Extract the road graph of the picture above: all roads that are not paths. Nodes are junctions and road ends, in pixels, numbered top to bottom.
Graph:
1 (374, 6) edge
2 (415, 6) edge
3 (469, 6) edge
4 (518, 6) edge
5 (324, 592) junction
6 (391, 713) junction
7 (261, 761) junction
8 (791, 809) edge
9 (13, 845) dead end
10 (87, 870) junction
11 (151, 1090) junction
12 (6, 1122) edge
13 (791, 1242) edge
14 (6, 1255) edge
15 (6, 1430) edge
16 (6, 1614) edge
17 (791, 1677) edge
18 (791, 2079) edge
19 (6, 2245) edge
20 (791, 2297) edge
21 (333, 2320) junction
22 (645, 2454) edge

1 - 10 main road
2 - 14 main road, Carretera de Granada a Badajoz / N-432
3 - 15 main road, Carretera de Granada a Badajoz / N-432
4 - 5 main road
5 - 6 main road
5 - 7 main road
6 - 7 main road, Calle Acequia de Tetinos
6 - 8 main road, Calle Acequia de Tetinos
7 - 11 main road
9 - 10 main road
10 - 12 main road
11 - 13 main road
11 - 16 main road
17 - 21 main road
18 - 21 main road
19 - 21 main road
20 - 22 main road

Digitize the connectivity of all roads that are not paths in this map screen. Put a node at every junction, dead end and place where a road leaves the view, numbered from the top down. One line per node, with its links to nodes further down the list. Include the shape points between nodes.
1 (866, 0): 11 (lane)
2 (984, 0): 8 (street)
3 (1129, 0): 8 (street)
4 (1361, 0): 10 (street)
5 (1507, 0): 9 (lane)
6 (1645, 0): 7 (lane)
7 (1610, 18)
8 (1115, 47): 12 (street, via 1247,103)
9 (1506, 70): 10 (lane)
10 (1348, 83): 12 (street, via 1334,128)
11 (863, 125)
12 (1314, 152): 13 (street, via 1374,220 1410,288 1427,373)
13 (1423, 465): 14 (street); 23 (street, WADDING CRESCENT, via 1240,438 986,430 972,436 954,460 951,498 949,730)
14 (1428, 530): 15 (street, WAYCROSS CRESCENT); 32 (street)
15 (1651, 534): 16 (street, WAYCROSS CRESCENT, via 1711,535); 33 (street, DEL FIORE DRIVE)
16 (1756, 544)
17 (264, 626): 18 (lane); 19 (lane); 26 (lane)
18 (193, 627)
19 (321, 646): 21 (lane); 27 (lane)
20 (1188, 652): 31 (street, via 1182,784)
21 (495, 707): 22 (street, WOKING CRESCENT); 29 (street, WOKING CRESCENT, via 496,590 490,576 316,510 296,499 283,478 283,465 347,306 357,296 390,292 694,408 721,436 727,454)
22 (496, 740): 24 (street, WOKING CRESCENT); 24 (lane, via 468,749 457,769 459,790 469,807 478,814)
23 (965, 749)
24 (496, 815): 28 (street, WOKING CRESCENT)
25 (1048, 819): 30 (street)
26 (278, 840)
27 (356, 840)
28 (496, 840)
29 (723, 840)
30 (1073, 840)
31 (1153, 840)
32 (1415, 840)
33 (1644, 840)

| ACTIVITY |
What you return must match the listing exactly, with nothing missing.

| FINAL ANSWER |
Extract the road graph of the picture above: all roads that are not paths. Nodes are junctions and road ends, in pixels, numbered top to bottom.
Graph:
1 (374, 6) edge
2 (415, 6) edge
3 (469, 6) edge
4 (518, 6) edge
5 (324, 592) junction
6 (391, 713) junction
7 (261, 761) junction
8 (791, 809) edge
9 (13, 845) dead end
10 (87, 870) junction
11 (151, 1090) junction
12 (6, 1122) edge
13 (791, 1242) edge
14 (6, 1255) edge
15 (6, 1430) edge
16 (6, 1614) edge
17 (791, 1677) edge
18 (791, 2079) edge
19 (6, 2245) edge
20 (791, 2297) edge
21 (333, 2320) junction
22 (645, 2454) edge

1 - 10 main road
2 - 14 main road, Carretera de Granada a Badajoz / N-432
3 - 15 main road, Carretera de Granada a Badajoz / N-432
4 - 5 main road
5 - 6 main road
5 - 7 main road
6 - 7 main road, Calle Acequia de Tetinos
6 - 8 main road, Calle Acequia de Tetinos
7 - 11 main road
9 - 10 main road
10 - 12 main road
11 - 13 main road
11 - 16 main road
17 - 21 main road
18 - 21 main road
19 - 21 main road
20 - 22 main road

Digitize the connectivity of all roads that are not paths in this map screen. Put a node at every junction, dead end and place where a road leaves the view, numbered from the top down. One line per node, with its links to nodes further down the list. Include the shape points between nodes.
1 (866, 0): 11 (lane)
2 (984, 0): 8 (street)
3 (1129, 0): 8 (street)
4 (1361, 0): 10 (street)
5 (1507, 0): 9 (lane)
6 (1645, 0): 7 (lane)
7 (1610, 18)
8 (1115, 47): 12 (street, via 1247,103)
9 (1506, 70): 10 (lane)
10 (1348, 83): 12 (street, via 1334,128)
11 (863, 125)
12 (1314, 152): 13 (street, via 1374,220 1410,288 1427,373)
13 (1423, 465): 14 (street); 23 (street, WADDING CRESCENT, via 1240,438 986,430 972,436 954,460 951,498 949,730)
14 (1428, 530): 15 (street, WAYCROSS CRESCENT); 32 (street)
15 (1651, 534): 16 (street, WAYCROSS CRESCENT, via 1711,535); 33 (street, DEL FIORE DRIVE)
16 (1756, 544)
17 (264, 626): 18 (lane); 19 (lane); 26 (lane)
18 (193, 627)
19 (321, 646): 21 (lane); 27 (lane)
20 (1188, 652): 31 (street, via 1182,784)
21 (495, 707): 22 (street, WOKING CRESCENT); 29 (street, WOKING CRESCENT, via 496,590 490,576 316,510 296,499 283,478 283,465 347,306 357,296 390,292 694,408 721,436 727,454)
22 (496, 740): 24 (street, WOKING CRESCENT); 24 (lane, via 468,749 457,769 459,790 469,807 478,814)
23 (965, 749)
24 (496, 815): 28 (street, WOKING CRESCENT)
25 (1048, 819): 30 (street)
26 (278, 840)
27 (356, 840)
28 (496, 840)
29 (723, 840)
30 (1073, 840)
31 (1153, 840)
32 (1415, 840)
33 (1644, 840)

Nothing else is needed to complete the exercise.